I had a hunch that RPG Maker was messing with my UI code at this point, so I decided to check to see what would happen if I just draw everything outside the window layer. So just use
scene.addChild(window) instead of scene.addWindow(window). Lo and behold:Exact same scene, except now it's 3 draw calls. I didn't change anything about my actual UI in the code at all. Literally the only thing I did was to ignore the WindowLayer and just add windows to the scene directly. I even went back and re-enabled everything, then took some time to convert all my
scene.addWindow() calls to addChild instead:There it is. The entire menu, from what was previously 98 draw calls now down to 5, with only a few lines of code changed. So what's going on? Why does this happen?
Remember Batch Rendering? It's one of Pixi's biggest features. It does a lot of work behind the scenes to aggressively batch Sprites and Bitmaps together for you - so much that my menu above, with all the tons of stuff it's rendering on the screen, still ends up reducing to only 5 draw calls.

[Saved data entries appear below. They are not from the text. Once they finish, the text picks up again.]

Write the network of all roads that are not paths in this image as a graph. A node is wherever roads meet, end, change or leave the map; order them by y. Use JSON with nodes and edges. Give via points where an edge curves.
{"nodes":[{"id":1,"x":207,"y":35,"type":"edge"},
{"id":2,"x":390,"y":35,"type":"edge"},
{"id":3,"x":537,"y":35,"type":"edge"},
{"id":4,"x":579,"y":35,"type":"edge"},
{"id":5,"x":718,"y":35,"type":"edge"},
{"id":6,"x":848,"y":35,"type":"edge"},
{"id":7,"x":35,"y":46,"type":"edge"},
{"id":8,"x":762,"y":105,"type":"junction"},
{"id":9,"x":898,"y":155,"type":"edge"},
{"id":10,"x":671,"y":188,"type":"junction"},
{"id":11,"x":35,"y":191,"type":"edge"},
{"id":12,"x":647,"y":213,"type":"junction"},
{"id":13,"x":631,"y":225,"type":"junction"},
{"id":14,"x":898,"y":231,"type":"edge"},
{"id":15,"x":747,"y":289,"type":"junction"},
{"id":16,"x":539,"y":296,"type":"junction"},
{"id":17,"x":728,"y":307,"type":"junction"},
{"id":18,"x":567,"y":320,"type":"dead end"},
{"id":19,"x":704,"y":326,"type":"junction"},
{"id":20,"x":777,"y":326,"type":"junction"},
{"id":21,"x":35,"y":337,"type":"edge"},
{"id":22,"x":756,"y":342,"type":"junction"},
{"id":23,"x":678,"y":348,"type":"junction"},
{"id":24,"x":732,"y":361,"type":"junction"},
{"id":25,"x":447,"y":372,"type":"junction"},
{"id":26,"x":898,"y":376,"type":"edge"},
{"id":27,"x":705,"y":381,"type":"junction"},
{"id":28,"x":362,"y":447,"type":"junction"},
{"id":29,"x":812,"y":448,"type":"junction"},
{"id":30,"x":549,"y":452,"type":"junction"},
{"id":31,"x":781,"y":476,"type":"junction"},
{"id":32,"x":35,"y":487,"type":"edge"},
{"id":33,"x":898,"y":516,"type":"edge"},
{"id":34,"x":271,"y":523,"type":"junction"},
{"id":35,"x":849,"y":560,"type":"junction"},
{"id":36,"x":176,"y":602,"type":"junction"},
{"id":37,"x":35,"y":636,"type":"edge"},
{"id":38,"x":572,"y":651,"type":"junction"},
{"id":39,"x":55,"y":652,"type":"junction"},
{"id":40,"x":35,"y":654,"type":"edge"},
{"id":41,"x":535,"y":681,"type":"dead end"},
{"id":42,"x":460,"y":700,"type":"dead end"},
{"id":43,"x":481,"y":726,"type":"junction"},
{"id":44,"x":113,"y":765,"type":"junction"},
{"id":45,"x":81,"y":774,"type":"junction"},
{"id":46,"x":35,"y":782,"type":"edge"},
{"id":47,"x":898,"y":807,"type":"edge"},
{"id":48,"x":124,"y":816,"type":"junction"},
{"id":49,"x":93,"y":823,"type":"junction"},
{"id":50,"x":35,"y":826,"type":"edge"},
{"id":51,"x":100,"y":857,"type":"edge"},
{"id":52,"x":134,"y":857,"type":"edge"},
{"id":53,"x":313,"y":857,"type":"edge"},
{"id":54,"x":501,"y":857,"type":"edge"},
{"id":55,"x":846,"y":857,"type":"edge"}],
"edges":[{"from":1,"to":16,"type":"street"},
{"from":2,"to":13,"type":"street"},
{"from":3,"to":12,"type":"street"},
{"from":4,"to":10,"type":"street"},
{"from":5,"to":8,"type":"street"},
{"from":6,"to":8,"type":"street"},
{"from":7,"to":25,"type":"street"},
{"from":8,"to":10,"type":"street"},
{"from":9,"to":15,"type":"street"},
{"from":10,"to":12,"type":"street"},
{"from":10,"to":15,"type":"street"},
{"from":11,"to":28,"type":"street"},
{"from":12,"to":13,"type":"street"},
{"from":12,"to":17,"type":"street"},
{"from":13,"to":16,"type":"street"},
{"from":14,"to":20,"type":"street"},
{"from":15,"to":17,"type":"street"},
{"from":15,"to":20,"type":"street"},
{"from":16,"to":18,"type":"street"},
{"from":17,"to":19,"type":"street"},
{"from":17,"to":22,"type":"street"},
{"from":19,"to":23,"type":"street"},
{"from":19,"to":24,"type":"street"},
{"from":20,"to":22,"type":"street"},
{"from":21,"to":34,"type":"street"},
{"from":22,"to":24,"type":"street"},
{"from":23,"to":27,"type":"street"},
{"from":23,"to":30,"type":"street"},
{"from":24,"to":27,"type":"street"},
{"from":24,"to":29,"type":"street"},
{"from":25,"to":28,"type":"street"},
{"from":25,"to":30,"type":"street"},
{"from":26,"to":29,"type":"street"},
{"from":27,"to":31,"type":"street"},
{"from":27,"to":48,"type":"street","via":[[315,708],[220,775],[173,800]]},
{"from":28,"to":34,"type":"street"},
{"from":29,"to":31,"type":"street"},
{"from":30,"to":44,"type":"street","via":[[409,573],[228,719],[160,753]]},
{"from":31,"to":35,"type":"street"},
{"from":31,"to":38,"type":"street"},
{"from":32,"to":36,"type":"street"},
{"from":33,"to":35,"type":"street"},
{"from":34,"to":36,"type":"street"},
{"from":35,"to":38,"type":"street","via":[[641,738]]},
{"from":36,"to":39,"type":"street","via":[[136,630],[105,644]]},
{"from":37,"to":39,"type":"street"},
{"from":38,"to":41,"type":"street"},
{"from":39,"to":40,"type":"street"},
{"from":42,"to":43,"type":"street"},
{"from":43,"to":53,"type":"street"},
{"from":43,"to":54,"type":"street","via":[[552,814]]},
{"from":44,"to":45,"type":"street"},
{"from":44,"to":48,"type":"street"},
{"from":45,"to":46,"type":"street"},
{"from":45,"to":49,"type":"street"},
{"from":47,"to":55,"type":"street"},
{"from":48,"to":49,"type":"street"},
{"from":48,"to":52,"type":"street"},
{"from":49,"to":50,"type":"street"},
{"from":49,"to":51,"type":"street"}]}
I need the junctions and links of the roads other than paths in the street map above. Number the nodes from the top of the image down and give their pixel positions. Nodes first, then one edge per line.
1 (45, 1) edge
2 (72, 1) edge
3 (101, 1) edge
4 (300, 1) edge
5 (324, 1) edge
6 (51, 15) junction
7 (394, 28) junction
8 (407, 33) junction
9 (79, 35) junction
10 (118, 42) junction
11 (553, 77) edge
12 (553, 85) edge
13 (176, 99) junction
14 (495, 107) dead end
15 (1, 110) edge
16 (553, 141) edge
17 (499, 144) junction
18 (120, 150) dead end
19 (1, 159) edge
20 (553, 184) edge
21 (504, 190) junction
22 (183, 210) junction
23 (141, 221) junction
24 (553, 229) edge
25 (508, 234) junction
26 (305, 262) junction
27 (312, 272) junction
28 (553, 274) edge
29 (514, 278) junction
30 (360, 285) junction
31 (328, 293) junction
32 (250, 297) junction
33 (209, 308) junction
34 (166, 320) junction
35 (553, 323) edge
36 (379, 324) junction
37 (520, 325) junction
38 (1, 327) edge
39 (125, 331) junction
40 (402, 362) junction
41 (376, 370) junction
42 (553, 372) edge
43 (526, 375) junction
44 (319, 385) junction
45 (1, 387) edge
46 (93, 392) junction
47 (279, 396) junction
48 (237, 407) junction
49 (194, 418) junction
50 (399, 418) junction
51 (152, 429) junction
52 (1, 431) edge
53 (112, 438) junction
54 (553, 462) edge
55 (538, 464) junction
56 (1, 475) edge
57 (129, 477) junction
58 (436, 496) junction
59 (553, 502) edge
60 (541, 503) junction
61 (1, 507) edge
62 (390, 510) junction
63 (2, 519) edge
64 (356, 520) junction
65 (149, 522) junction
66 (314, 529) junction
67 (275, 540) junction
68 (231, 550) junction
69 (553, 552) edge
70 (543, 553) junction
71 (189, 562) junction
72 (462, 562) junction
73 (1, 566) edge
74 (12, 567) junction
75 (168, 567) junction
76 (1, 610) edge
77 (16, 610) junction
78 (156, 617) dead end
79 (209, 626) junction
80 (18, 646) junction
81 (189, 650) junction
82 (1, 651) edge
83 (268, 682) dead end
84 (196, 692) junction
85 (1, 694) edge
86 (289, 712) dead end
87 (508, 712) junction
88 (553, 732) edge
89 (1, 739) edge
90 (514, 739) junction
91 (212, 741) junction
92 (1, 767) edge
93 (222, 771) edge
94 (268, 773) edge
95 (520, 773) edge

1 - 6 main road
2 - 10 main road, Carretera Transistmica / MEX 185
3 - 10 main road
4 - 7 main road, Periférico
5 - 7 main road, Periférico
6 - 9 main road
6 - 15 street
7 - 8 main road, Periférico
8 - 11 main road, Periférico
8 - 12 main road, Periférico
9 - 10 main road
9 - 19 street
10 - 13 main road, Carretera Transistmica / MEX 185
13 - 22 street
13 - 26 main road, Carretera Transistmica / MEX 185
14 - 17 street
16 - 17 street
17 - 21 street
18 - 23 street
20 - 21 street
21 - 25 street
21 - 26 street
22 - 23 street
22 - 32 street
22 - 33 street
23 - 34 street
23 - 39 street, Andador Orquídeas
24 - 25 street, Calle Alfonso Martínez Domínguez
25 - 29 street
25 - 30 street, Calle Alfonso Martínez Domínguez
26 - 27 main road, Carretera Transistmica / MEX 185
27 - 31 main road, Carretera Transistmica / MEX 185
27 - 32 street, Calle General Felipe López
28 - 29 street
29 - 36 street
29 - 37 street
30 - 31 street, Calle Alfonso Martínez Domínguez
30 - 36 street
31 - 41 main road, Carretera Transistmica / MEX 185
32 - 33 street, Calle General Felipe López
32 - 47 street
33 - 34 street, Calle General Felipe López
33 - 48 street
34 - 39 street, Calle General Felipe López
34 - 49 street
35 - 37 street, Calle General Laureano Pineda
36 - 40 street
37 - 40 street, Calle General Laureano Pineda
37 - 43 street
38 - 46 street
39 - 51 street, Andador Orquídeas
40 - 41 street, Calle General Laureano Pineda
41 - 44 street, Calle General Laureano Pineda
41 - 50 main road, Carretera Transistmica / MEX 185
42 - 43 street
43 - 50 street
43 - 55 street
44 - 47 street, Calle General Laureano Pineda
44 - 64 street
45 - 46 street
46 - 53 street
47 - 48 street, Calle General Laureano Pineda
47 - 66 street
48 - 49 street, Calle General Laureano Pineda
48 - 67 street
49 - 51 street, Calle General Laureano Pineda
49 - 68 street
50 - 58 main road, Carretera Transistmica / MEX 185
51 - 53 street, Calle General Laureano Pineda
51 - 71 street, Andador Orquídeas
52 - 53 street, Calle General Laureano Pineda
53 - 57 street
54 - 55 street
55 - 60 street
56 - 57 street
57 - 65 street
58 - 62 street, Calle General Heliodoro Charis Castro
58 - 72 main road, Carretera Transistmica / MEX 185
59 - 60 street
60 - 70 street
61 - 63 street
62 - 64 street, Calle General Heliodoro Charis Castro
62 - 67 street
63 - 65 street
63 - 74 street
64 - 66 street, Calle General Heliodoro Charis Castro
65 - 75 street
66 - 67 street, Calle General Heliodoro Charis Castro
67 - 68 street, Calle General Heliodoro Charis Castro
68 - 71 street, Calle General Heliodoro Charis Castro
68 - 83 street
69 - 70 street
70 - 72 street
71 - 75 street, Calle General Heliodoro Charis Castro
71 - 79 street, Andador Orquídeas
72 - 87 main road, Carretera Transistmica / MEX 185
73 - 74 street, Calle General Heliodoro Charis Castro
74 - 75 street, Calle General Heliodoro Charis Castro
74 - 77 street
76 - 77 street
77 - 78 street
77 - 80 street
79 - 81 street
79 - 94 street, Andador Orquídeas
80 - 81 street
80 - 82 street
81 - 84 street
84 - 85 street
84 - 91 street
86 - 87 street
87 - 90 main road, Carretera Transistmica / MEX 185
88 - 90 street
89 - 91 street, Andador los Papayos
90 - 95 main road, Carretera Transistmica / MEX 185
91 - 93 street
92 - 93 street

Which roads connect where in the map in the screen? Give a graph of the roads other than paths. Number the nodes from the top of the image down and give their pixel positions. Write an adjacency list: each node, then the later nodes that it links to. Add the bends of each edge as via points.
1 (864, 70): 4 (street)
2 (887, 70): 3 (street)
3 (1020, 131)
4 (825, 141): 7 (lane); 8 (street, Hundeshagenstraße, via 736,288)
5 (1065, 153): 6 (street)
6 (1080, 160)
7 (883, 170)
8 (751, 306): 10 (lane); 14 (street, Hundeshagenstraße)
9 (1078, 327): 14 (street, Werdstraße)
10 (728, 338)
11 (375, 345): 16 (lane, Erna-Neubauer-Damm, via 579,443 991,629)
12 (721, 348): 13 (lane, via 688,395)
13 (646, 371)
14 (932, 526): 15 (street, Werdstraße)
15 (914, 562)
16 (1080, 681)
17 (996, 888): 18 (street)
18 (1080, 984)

Well, it turns out that the WindowLayer class in RPG Maker has its own custom-built render function that tells it how to draw windows - and all objects which are children of windows - into the scene. This is MZ's, but MV has something like this as well:
/**
* Renders the object using the WebGL renderer.
*
* @param {PIXI.Renderer} renderer - The renderer.
*/
WindowLayer.prototype.render = function render(renderer) {
if (!this.visible) {
return;
}
const graphics = new PIXI.Graphics();
const gl = renderer.gl;
const children = this.children.clone();
renderer.framebuffer.forceStencil();
graphics.transform = this.transform;
renderer.batch.flush();
gl.enable(gl.STENCIL_TEST);
while (children.length > 0) {
const win = children.pop();
if (win._isWindow && win.visible && win.openness > 0) {
gl.stencilFunc(gl.EQUAL, 0, ~0);
gl.stencilOp(gl.KEEP, gl.KEEP, gl.KEEP);
win.render(renderer);
renderer.batch.flush();
graphics.clear();
win.drawShape(graphics);
gl.stencilFunc(gl.ALWAYS, 1, ~0);
gl.stencilOp(gl.REPLACE, gl.REPLACE, gl.REPLACE);
gl.blendFunc(gl.ZERO, gl.ONE);
graphics.render(renderer);
renderer.batch.flush();
gl.blendFunc(gl.ONE, gl.ONE_MINUS_SRC_ALPHA);
}
}
gl.disable(gl.STENCIL_TEST);
gl.clear(gl.STENCIL_BUFFER_BIT);
gl.clearStencil(0);
renderer.batch.flush();
for (const child of this.children) {
if (!child._isWindow && child.visible) {
child.render(renderer);
}
}
renderer.batch.flush();
};
The problem is this bypasses the entire set of optimizations Pixi has in its rendering pipeline, including all of the batching logic. So any window you add to the WindowLayer (either directly or by calling
scene.addWindow()) will always have significantly worse performance than if it was just added anywhere else on the scene.So, there you have it. If you're writing your own custom graphics code, make sure you keep your eye on the draw calls. You might find something unexpected. And if you're writing UI, you probably want to avoid using the Window Layer.